Extracted records
=== Begin Enclosure ===

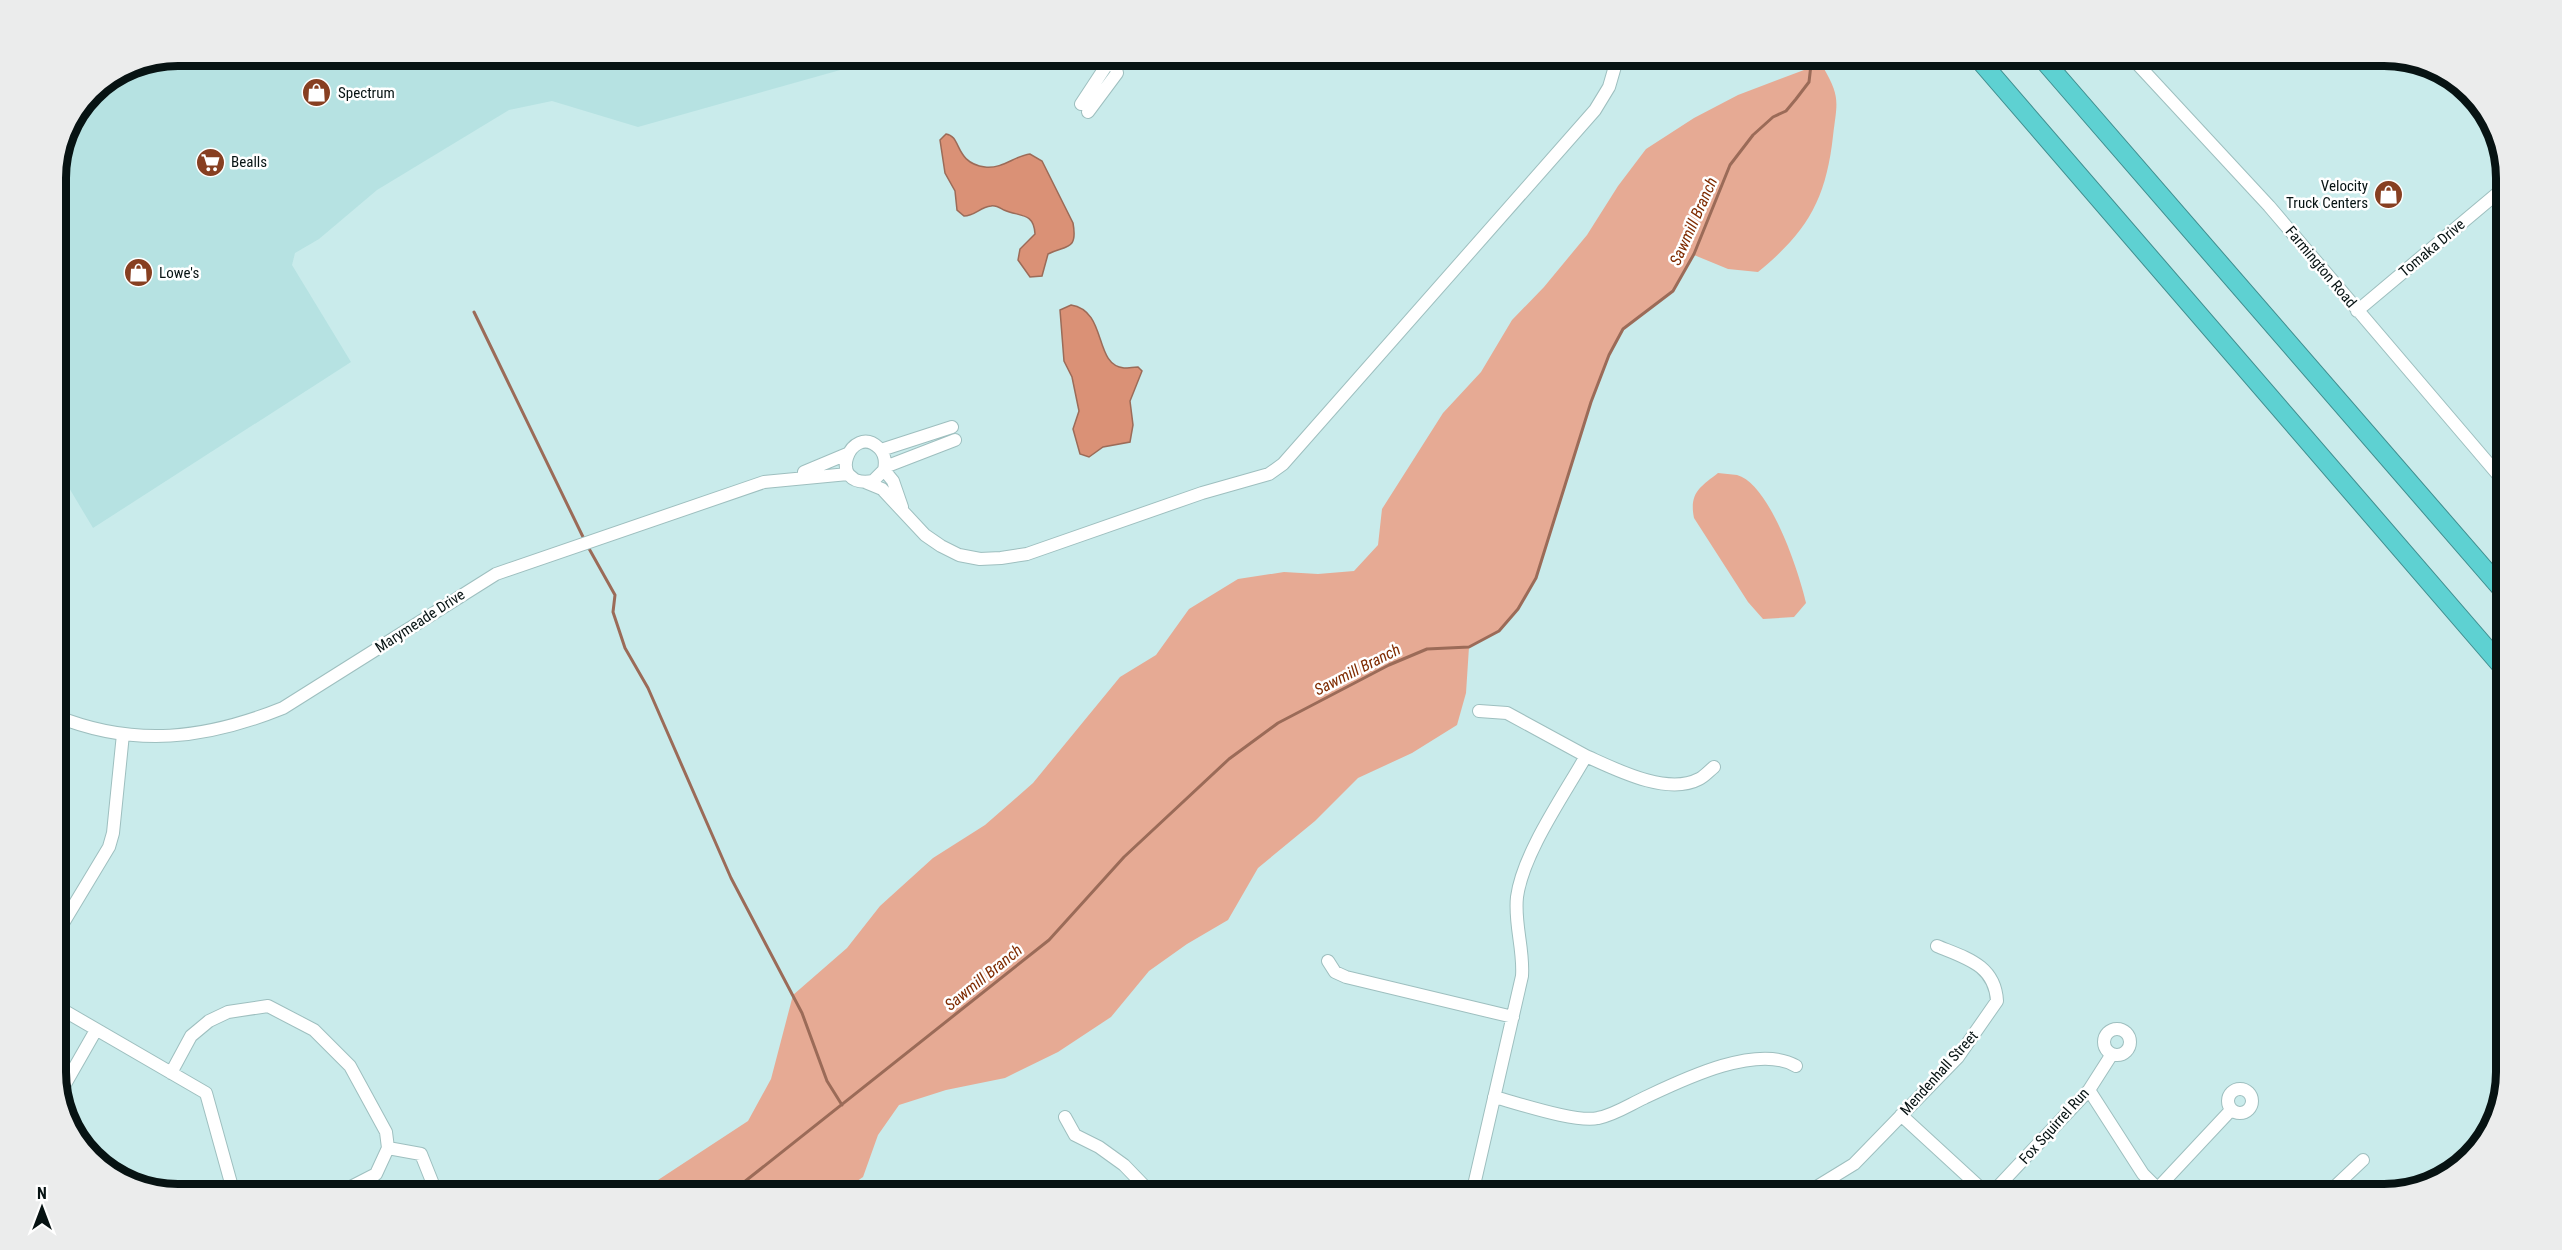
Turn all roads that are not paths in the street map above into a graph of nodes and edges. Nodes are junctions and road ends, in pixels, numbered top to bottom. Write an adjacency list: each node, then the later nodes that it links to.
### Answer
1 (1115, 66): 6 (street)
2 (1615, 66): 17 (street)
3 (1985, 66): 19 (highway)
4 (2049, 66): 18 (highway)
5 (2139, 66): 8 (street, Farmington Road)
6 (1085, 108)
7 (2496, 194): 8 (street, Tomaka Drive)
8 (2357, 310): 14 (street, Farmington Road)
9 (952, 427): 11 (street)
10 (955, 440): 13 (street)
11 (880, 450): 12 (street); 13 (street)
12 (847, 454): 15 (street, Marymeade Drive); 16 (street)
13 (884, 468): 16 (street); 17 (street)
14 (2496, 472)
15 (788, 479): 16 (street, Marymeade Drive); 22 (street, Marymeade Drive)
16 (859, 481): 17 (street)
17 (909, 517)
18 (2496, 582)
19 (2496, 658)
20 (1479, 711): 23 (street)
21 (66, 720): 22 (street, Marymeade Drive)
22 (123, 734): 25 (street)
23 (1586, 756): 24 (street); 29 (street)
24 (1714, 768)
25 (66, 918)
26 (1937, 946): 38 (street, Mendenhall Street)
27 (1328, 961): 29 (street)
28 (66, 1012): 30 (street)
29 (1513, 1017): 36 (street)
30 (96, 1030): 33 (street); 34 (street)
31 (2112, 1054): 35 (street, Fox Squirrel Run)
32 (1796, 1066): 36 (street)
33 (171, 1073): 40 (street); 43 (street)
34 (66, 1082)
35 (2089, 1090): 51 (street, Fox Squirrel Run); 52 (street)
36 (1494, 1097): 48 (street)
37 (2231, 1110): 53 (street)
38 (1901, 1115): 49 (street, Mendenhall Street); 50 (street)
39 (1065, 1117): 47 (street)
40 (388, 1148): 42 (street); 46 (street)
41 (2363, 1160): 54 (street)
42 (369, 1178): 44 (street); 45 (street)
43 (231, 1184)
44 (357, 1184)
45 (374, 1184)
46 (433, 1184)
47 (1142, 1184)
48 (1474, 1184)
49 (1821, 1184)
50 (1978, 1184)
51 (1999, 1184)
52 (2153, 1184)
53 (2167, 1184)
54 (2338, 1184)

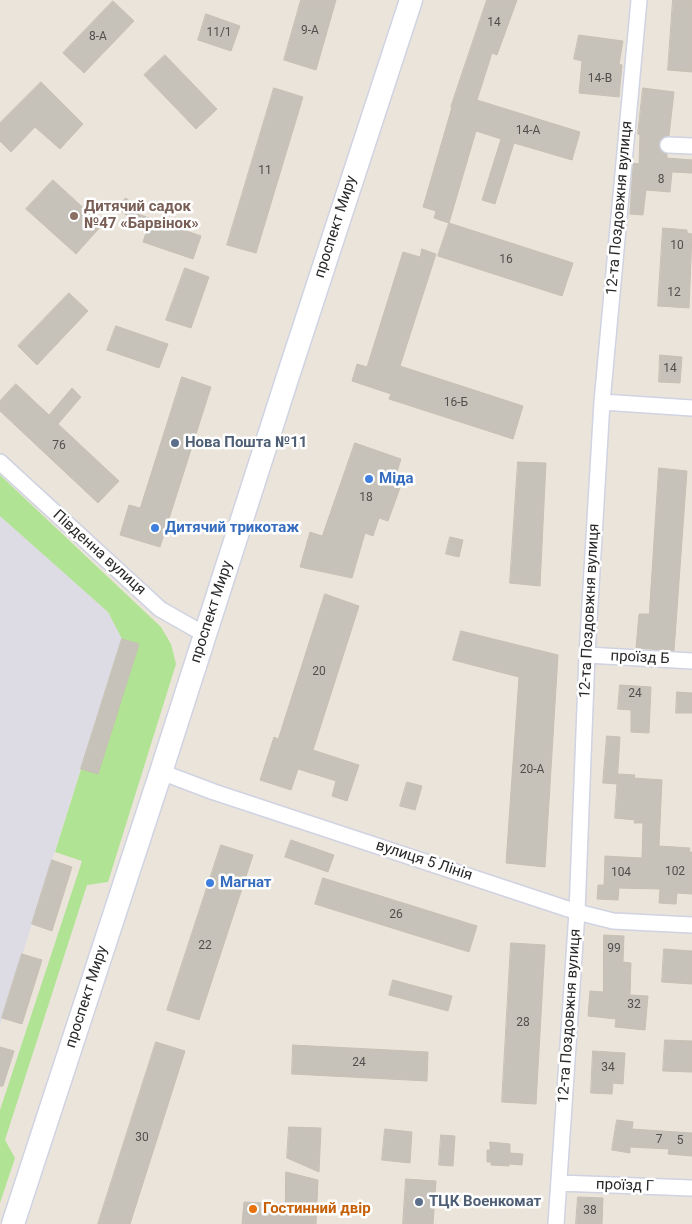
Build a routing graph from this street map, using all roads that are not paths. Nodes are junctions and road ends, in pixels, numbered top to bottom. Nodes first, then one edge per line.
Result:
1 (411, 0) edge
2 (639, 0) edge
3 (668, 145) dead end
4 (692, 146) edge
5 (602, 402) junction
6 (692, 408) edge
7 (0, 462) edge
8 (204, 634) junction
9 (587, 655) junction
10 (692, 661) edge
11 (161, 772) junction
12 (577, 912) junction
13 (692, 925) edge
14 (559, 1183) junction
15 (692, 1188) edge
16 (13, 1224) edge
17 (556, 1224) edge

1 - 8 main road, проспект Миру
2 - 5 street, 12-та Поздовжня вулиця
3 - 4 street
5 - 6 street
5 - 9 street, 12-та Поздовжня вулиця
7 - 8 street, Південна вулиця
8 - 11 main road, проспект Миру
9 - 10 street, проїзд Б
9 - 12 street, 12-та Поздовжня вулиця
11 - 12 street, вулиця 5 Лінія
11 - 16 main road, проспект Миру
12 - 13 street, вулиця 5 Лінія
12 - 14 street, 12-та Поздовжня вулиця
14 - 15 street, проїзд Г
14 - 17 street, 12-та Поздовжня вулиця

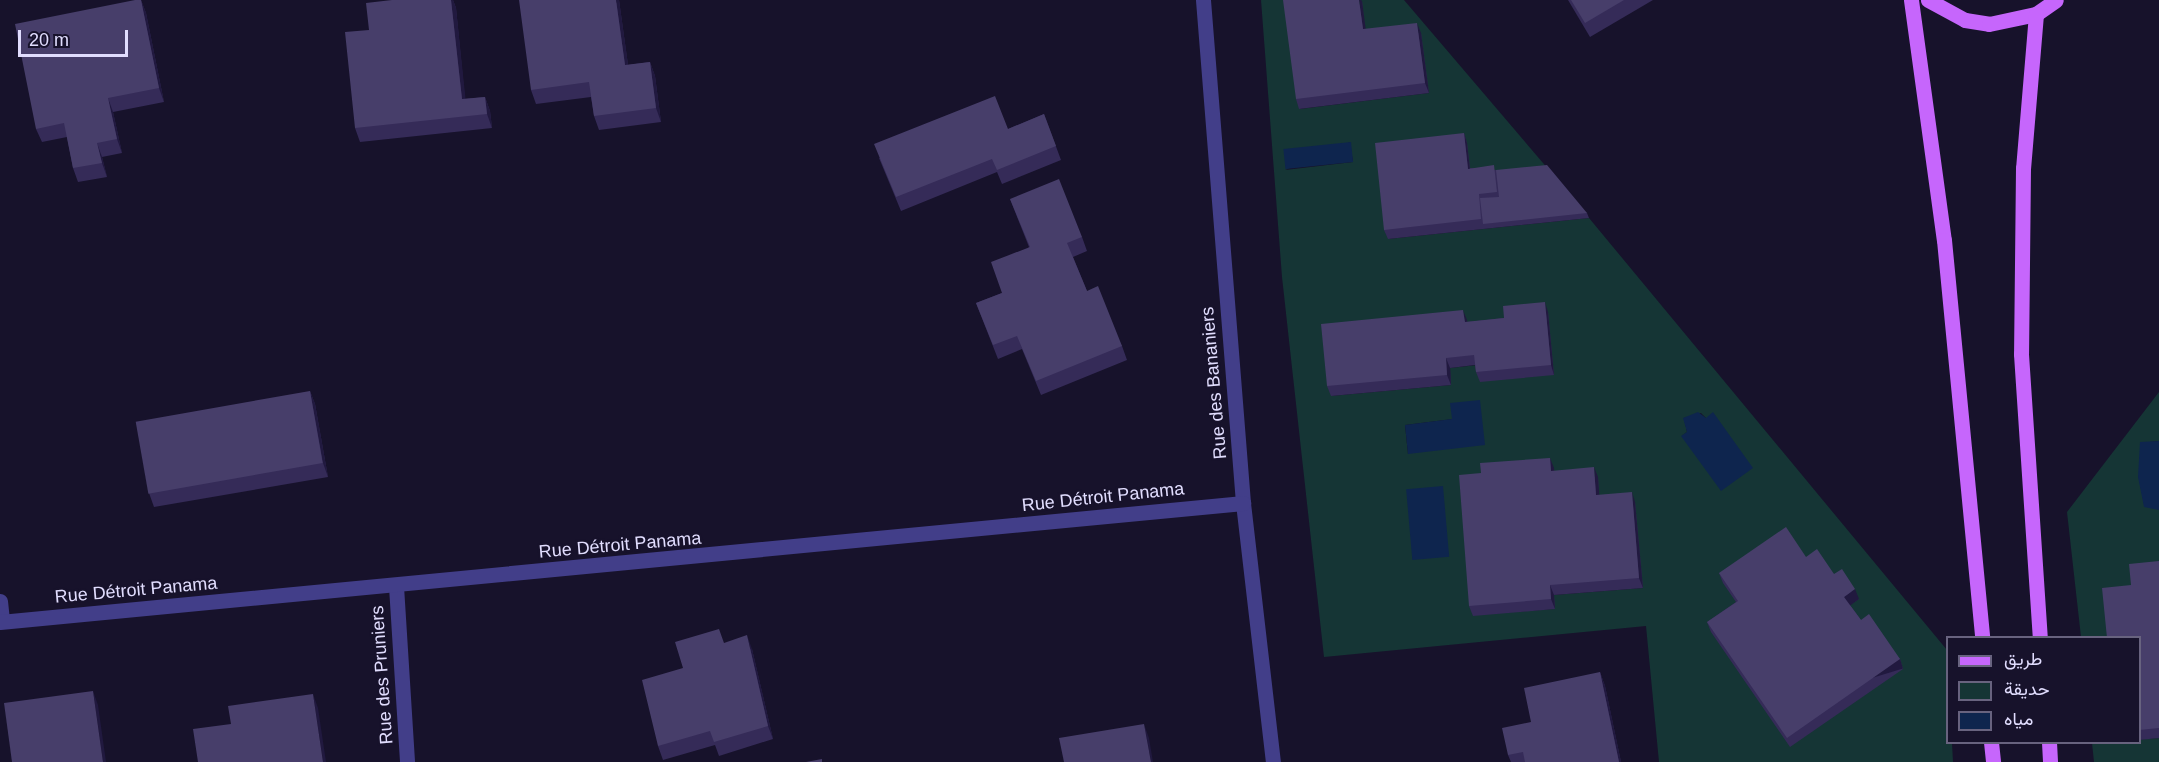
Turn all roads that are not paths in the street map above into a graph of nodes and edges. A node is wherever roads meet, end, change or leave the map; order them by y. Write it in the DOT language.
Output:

=== End Enclosure ===

Exercise requirements: Pull from the data each line where the string "bottom" turns up.

Answer to the exercise:
Turn all roads that are not paths in the street map above into a graph of nodes and edges. Nodes are junctions and road ends, in pixels, numbered top to bottom. Write an adjacency list: each node, then the later nodes that it links to.
Build a routing graph from this street map, using all roads that are not paths. Nodes are junctions and road ends, in pixels, numbered top to bottom. Nodes first, then one edge per line.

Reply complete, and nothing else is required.